AI coding agents and the cloud provider gap

The current generation of AI coding agents ships with a shared assumption: you have an API key from a model provider, and you paste it into a settings field. That works if you pay for a direct subscription. It does not work if you access models through a cloud provider like AWS Bedrock, Google Vertex AI, or Azure OpenAI.

I spent a day installing and configuring every major desktop coding agent, trying to connect them to models through a cloud provider. None of them worked. The failures were different in each tool but the root cause was the same: desktop apps speak one protocol, and cloud providers speak another.

the protocol mismatch

Cloud providers do not use API keys the way desktop apps expect. They authenticate with request signing, service account tokens, or AD bearer tokens. These are enterprise auth mechanisms designed for SDK access, not for Electron apps with a text field.

Desktop coding agents implement one auth flow: API key + base URL. You paste a key, set an endpoint, and the app sends requests in OpenAI or Anthropic message format.

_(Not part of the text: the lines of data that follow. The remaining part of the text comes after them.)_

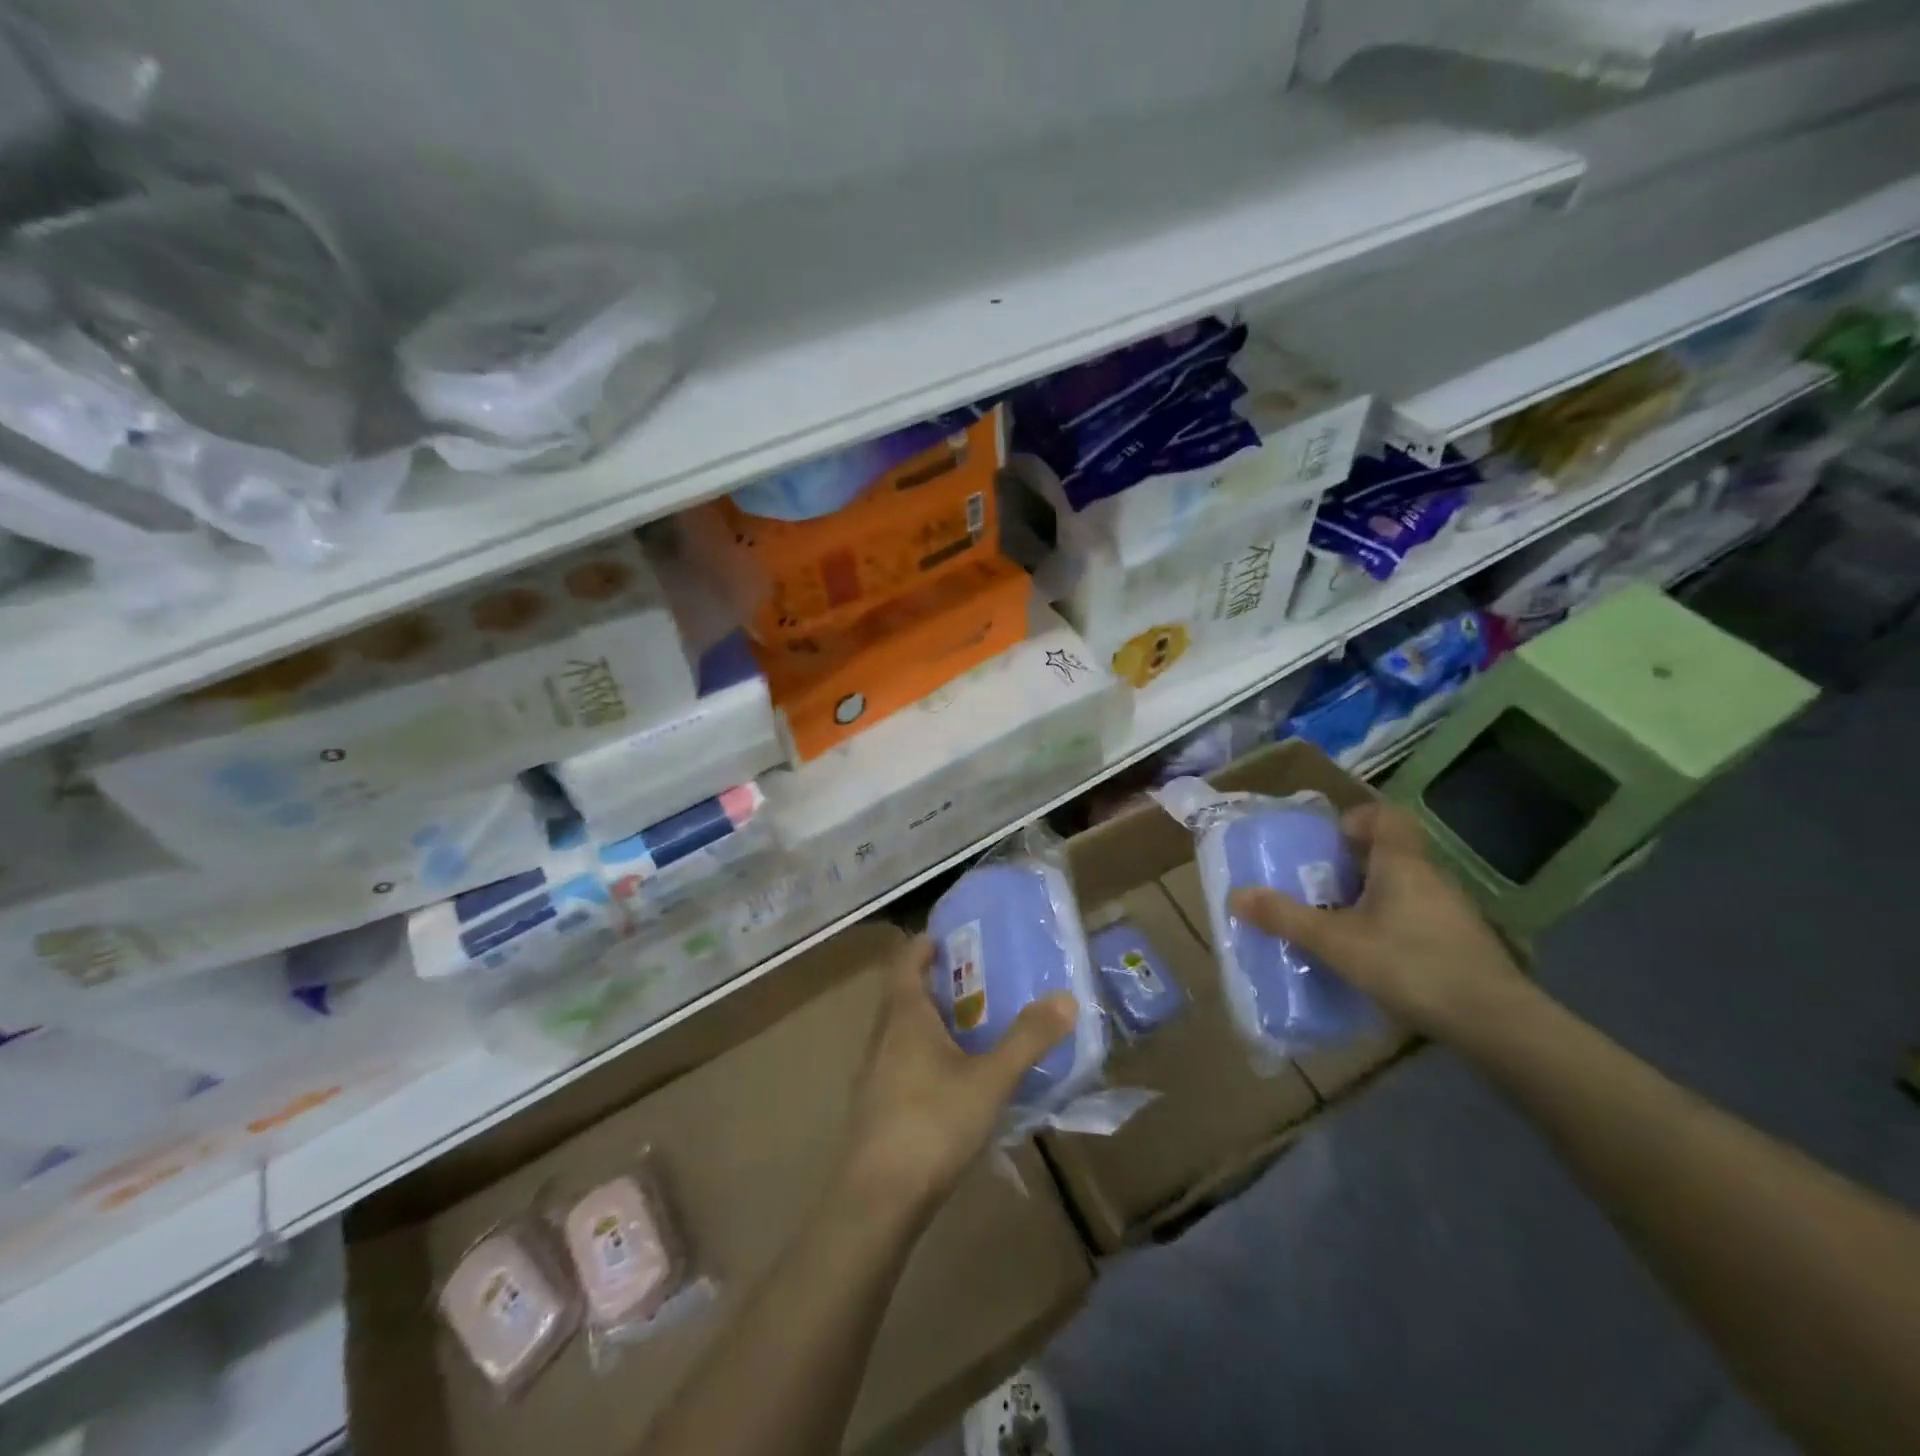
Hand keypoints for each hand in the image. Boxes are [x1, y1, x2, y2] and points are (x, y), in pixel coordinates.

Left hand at [839, 936, 1075, 1222]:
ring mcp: (873, 1074)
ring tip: (968, 1029)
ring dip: (928, 1023)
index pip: (904, 962)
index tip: (947, 937)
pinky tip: (950, 1082)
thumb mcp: (990, 1080)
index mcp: (904, 1016)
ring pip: (900, 1033)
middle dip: (933, 984)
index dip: (922, 945)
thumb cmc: (932, 1123)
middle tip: (973, 981)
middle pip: (902, 996)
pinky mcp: (875, 1108)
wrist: (877, 1199)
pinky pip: (899, 1065)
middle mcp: (882, 1037)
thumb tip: (1065, 997)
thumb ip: (1028, 1039)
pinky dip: (923, 1057)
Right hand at [1226, 801, 1528, 1043]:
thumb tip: (1235, 895)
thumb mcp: (1336, 942)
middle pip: (1388, 853)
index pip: (1385, 816)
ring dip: (1369, 898)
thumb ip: (1286, 917)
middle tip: (1316, 887)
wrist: (1496, 1023)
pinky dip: (1391, 926)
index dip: (1354, 820)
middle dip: (1350, 865)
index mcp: (1401, 863)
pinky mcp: (1461, 943)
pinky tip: (1373, 958)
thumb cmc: (1411, 965)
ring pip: (1402, 888)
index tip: (1327, 844)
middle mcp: (1430, 877)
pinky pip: (1416, 917)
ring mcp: (1451, 911)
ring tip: (1336, 925)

But the gap goes beyond authentication. Cloud providers often use their own request format. So even if you solve auth, the request body is wrong. The endpoint receives something it does not understand and fails silently.

Two layers of incompatibility. The auth mechanism is wrong, and the wire format is wrong. Both need to be solved at the same time.

how desktop agents fail

The failures fall into two patterns.

The first is auth blocking. Apps strip cloud provider environment variables before they reach the underlying SDK, or lock the desktop version to a single auth flow while the CLI supports custom providers. On macOS, GUI apps cannot see environment variables from your shell profile at all. Electron and Tauri apps ignore .zshrc exports, and launchctl setenv is unreliable on newer macOS versions. Even if the SDK supports cloud auth, the desktop shell blocks it.

The second is format mismatch. Some apps have custom endpoint fields where you can paste a cloud provider URL and key. But they send requests in a format the cloud endpoint does not understand. The request goes out, the provider cannot parse it, nothing comes back.

The only tools that work natively are CLI tools that bundle the cloud SDK and desktop apps that read credentials from config files. Both require the vendor to implement cloud provider support explicitly. Everything else is stuck.

a local translation layer

Waiting for every tool to add native support for every cloud provider is not a strategy. The alternative is a translation layer, a local proxy that accepts requests in the format the app speaks and forwards them in the format the provider expects.

This is an old pattern. Nginx translates between HTTP and upstream protocols. API gateways translate between public and internal service formats. When two systems speak different protocols, you put a translator in the middle.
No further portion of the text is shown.